Supplied records:
= Beginning of Section =

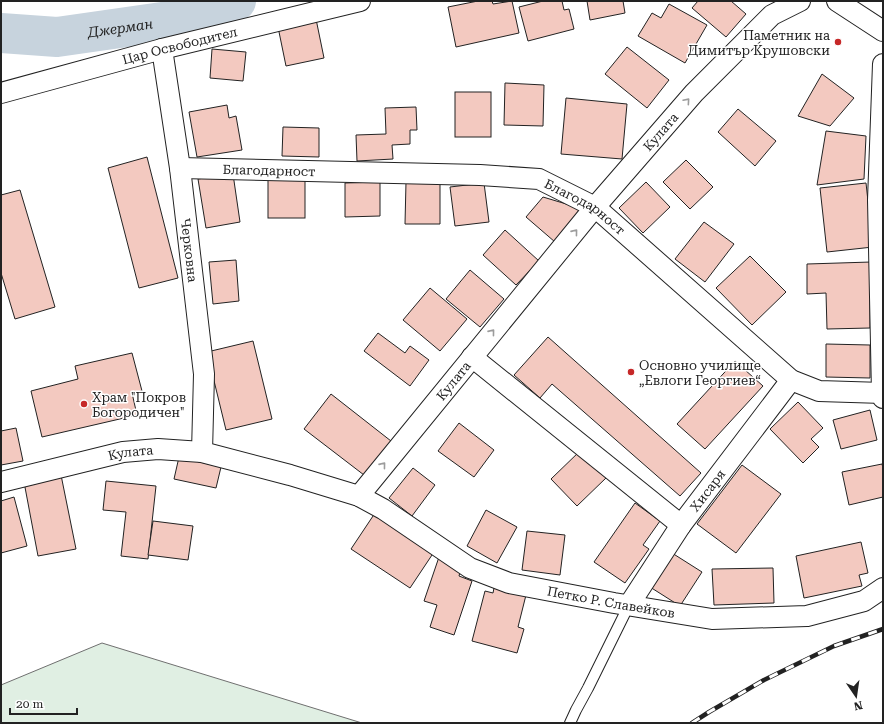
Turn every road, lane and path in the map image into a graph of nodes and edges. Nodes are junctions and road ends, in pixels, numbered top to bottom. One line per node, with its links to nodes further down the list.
1 (360, 1): 5 (street, Цар Освободител)
2 (800, 1): 9 (street, Кулата, one-way to 2)
3 (837, 1): 4 (street)
4 (883, 31)
5 (162, 49): 7 (street, Цар Освободител); 8 (street, Черковна)
6 (883, 64): 12 (street)
7 (1, 93)
8 (180, 168): 9 (street, Благодарност); 13 (street, Черковна)
9 (596, 207): 10 (street, Кулата, one-way to 9); 11 (street, Благодарност)
10 (472, 357): 15 (street, Кулата, one-way to 10); 16 (street)
11 (791, 380): 12 (street, Благодарност); 16 (street, Хисаря)
12 (883, 394)
13 (202, 452): 14 (street, Кулата); 15 (street, Кулата)
14 (1, 482)
15 (358, 496): 18 (street, Петко Р. Славейков)
16 (681, 525): 18 (street, Хисаря)
17 (883, 588): 18 (street, Петко Р. Славейков)
18 (629, 605): 19 (lane)
19 (570, 723)

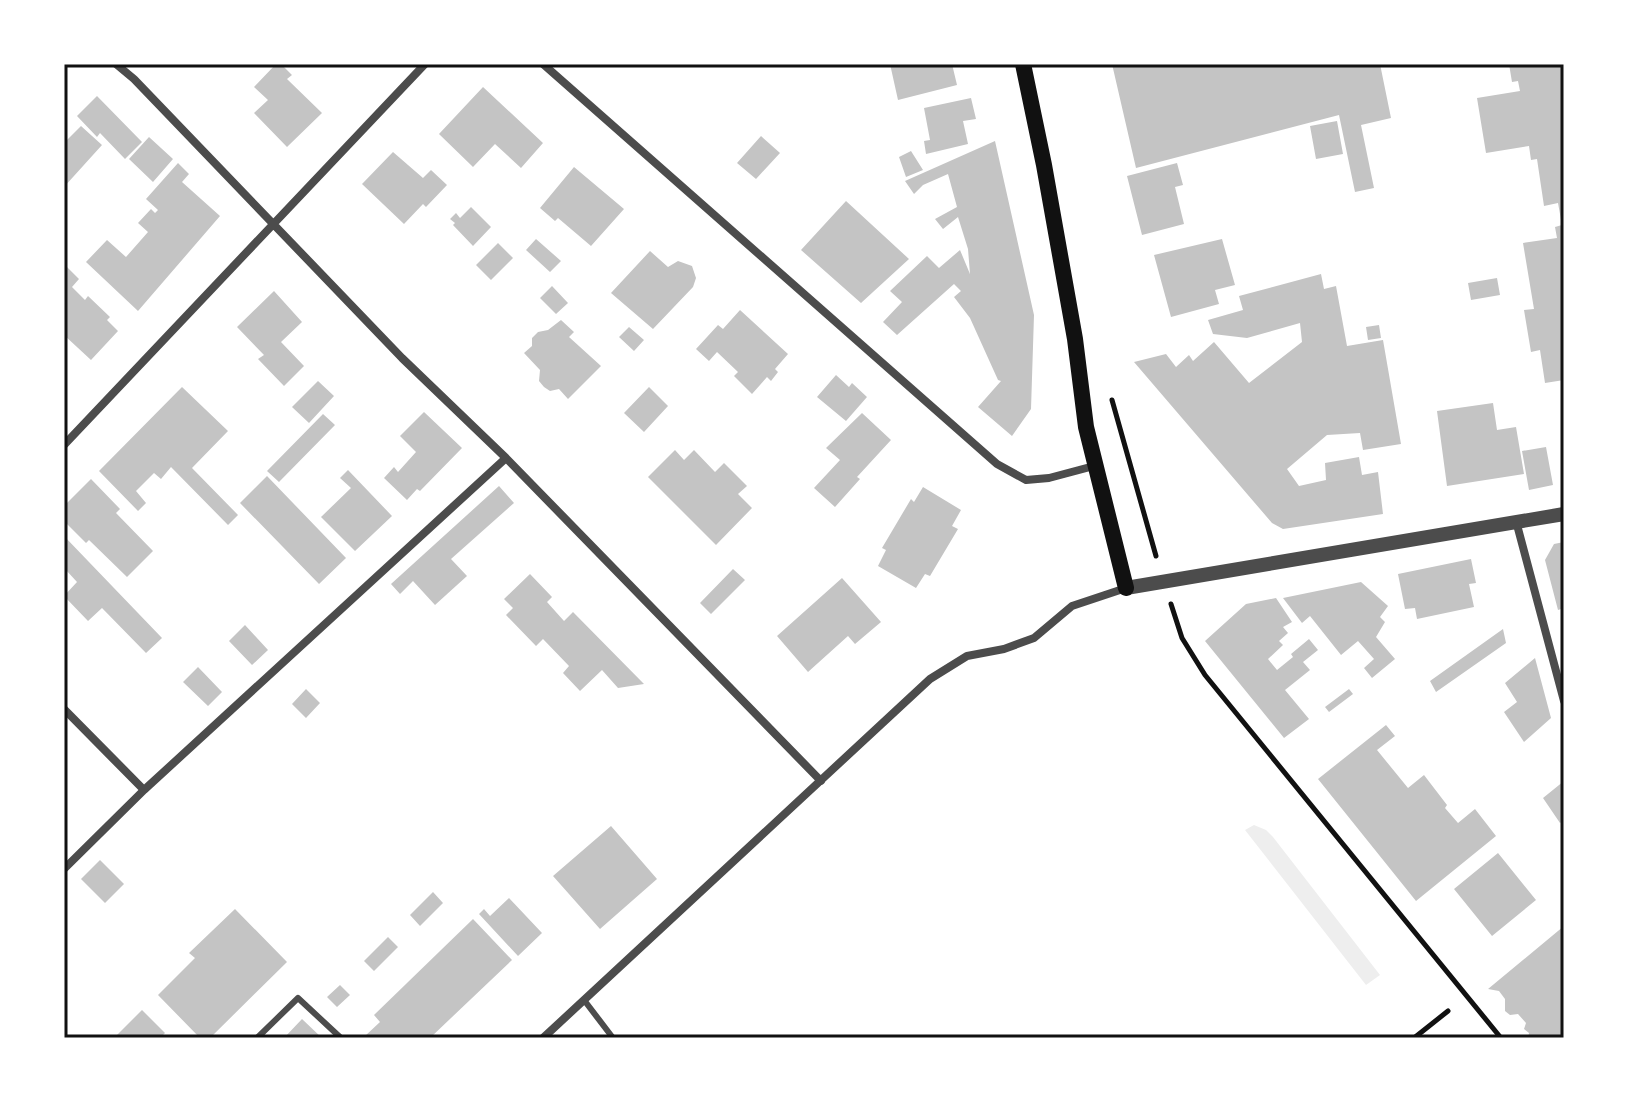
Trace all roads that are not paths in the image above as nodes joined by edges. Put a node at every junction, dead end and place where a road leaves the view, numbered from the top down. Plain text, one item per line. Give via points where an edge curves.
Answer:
1 (116, 64) edge
2 (425, 64) edge
3 (543, 64) edge
4 (1023, 64) edge
5 (274, 225) junction
6 (64, 445) edge
7 (506, 458) junction
8 (1094, 466) junction
9 (1564, 514) edge
10 (1516, 521) junction
11 (1126, 588) junction
12 (1564, 701) edge
13 (64, 709) edge
14 (821, 781) junction
15 (144, 790) junction
16 (64, 869) edge
17 (584, 1000) junction
18 (257, 1038) edge
19 (341, 1038) edge
20 (544, 1038) edge
21 (613, 1038) edge

1 - 5 street
2 - 5 street
3 - 8 street via 997,464 1026,480
4 - 8 main road
5 - 6 street
5 - 7 street
7 - 14 street
7 - 15 street
8 - 11 main road
9 - 10 street
10 - 11 street
10 - 12 street
11 - 14 street via 1072,606 1034,638 955,663 930,679
13 - 15 street
14 - 17 street
15 - 16 street
17 - 20 street
17 - 21 lane
18 - 19 lane via 298,998

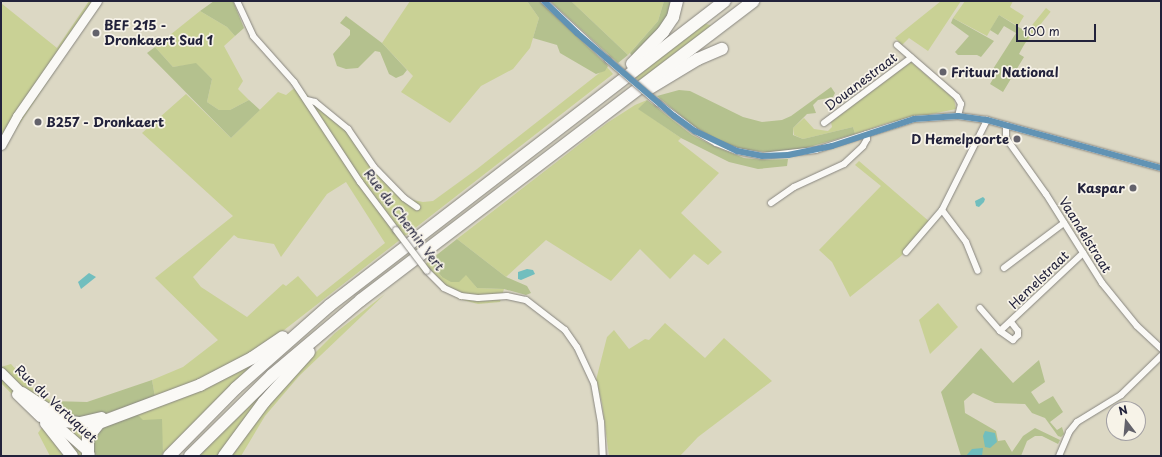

= End of Section =

Exercise instructions:
Reproduce every record above exactly, omitting the pictures.

Response:
Turn every road, lane and path in the map image into a graph of nodes and edges. Nodes are junctions and road ends, in pixels, numbered top to bottom. One line per node, with its links to nodes further down the list.
1 (360, 1): 5 (street, Цар Освободител)
2 (800, 1): 9 (street, Кулата, one-way to 2)
3 (837, 1): 4 (street)
4 (883, 31)
5 (162, 49): 7 (street, Цар Освободител); 8 (street, Черковна)
6 (883, 64): 12 (street)
7 (1, 93)
8 (180, 168): 9 (street, Благодарност); 13 (street, Черковна)
9 (596, 207): 10 (street, Кулата, one-way to 9); 11 (street, Благодарност)
10 (472, 357): 15 (street, Кулата, one-way to 10); 16 (street)
11 (791, 380): 12 (street, Благодарност); 16 (street, Хисаря)
12 (883, 394)
13 (202, 452): 14 (street, Кулата); 15 (street, Кулата)
14 (1, 482)
15 (358, 496): 18 (street, Петко Р. Славейков)
16 (681, 525): 18 (street, Хисаря)
17 (883, 588): 18 (street, Петко Р. Славейков)
18 (629, 605): 19 (lane)
19 (570, 723)

Trace all roads that are not paths in the image above as nodes joined by edges. Put a node at every junction, dead end and place where a road leaves the view, numbered from the top down. Plain text, one item per line. Give via points where an edge curves.
Answer:
1 (116, 64) edge
2 (425, 64) edge
3 (543, 64) edge
4 (1023, 64) edge
5 (274, 225) junction
6 (64, 445) edge
7 (506, 458) junction
8 (1094, 466) junction
9 (1564, 514) edge
10 (1516, 521) junction
11 (1126, 588) junction
12 (1564, 701) edge
13 (64, 709) edge
14 (821, 781) junction
15 (144, 790) junction
16 (64, 869) edge
17 (584, 1000) junction
18 (257, 1038) edge
19 (341, 1038) edge
20 (544, 1038) edge
21 (613, 1038) edge

1 - 5 street
2 - 5 street
3 - 8 street via 997,464 1026,480
4 - 8 main road
5 - 6 street
5 - 7 street
7 - 14 street
7 - 15 street
8 - 11 main road
9 - 10 street
10 - 11 street
10 - 12 street
11 - 14 street via 1072,606 1034,638 955,663 930,679
13 - 15 street
14 - 17 street
15 - 16 street
17 - 20 street
17 - 21 lane
18 - 19 lane via 298,998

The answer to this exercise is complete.